== EXERCISE INPUT ==

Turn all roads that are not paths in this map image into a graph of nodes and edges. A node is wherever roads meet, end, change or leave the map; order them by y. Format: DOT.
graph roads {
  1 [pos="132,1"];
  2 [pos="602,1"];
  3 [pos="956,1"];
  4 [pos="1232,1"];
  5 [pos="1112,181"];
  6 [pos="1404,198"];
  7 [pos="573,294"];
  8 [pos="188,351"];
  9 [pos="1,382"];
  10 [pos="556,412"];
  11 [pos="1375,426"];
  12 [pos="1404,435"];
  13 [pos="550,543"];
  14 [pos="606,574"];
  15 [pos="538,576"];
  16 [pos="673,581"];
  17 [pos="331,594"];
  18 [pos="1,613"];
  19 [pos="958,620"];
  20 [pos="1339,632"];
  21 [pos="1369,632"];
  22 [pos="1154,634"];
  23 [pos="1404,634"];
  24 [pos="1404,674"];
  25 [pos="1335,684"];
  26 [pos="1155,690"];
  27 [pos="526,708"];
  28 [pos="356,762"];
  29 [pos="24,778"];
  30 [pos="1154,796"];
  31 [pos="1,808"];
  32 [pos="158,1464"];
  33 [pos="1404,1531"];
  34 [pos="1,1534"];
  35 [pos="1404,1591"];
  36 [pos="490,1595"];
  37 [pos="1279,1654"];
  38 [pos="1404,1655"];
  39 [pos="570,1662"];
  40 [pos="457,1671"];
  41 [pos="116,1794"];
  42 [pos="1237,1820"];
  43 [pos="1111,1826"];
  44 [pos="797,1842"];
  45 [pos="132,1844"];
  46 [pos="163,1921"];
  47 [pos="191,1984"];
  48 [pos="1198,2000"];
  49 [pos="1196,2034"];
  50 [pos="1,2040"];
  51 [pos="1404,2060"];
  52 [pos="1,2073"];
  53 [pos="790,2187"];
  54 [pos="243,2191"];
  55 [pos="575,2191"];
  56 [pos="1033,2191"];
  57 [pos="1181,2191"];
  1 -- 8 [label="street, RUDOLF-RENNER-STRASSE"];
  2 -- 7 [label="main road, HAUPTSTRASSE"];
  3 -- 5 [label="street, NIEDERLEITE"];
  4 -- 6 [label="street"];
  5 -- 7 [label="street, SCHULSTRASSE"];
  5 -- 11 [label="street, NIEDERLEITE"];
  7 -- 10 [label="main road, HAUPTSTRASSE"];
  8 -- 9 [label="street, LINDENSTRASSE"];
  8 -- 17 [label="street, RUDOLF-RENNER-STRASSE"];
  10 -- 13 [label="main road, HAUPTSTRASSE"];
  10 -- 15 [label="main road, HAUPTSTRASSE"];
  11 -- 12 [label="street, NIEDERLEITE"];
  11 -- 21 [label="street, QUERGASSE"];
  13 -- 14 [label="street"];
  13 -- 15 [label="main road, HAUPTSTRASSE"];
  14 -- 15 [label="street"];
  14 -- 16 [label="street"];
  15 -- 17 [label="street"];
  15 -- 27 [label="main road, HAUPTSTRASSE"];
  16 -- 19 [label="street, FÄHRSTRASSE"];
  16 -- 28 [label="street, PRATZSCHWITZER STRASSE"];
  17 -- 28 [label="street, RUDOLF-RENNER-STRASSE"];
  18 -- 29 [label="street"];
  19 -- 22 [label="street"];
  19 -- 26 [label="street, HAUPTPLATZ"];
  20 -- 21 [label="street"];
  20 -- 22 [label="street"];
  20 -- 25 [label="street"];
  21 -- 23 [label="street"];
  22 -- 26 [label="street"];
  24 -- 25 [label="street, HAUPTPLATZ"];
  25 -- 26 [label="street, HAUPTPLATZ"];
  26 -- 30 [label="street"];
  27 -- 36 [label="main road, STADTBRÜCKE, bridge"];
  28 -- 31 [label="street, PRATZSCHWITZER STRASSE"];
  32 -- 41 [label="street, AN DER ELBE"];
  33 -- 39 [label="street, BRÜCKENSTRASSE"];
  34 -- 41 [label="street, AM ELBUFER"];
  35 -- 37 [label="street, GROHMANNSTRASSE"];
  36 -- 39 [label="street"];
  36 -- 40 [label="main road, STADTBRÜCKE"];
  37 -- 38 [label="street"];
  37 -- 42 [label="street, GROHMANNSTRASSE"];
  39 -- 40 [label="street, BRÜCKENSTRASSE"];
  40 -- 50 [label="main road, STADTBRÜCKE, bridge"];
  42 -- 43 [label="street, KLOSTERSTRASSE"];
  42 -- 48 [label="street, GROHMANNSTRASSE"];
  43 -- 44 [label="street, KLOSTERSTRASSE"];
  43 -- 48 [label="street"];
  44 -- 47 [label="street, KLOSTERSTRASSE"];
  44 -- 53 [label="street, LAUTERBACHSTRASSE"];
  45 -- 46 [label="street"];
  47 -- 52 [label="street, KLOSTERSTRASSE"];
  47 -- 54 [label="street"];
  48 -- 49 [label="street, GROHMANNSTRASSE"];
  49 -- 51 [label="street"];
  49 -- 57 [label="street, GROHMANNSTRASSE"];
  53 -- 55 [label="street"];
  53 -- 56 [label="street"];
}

== WORK TO COMPLETE ==
Copy each line in the listing where "HAUPTSTRASSE" appears.

== OUTPUT OF THE TASK ==
  2 -- 7 [label="main road, HAUPTSTRASSE"];
  7 -- 10 [label="main road, HAUPTSTRASSE"];
  10 -- 13 [label="main road, HAUPTSTRASSE"];
  10 -- 15 [label="main road, HAUPTSTRASSE"];
  13 -- 15 [label="main road, HAUPTSTRASSE"];
  15 -- 27 [label="main road, HAUPTSTRASSE"];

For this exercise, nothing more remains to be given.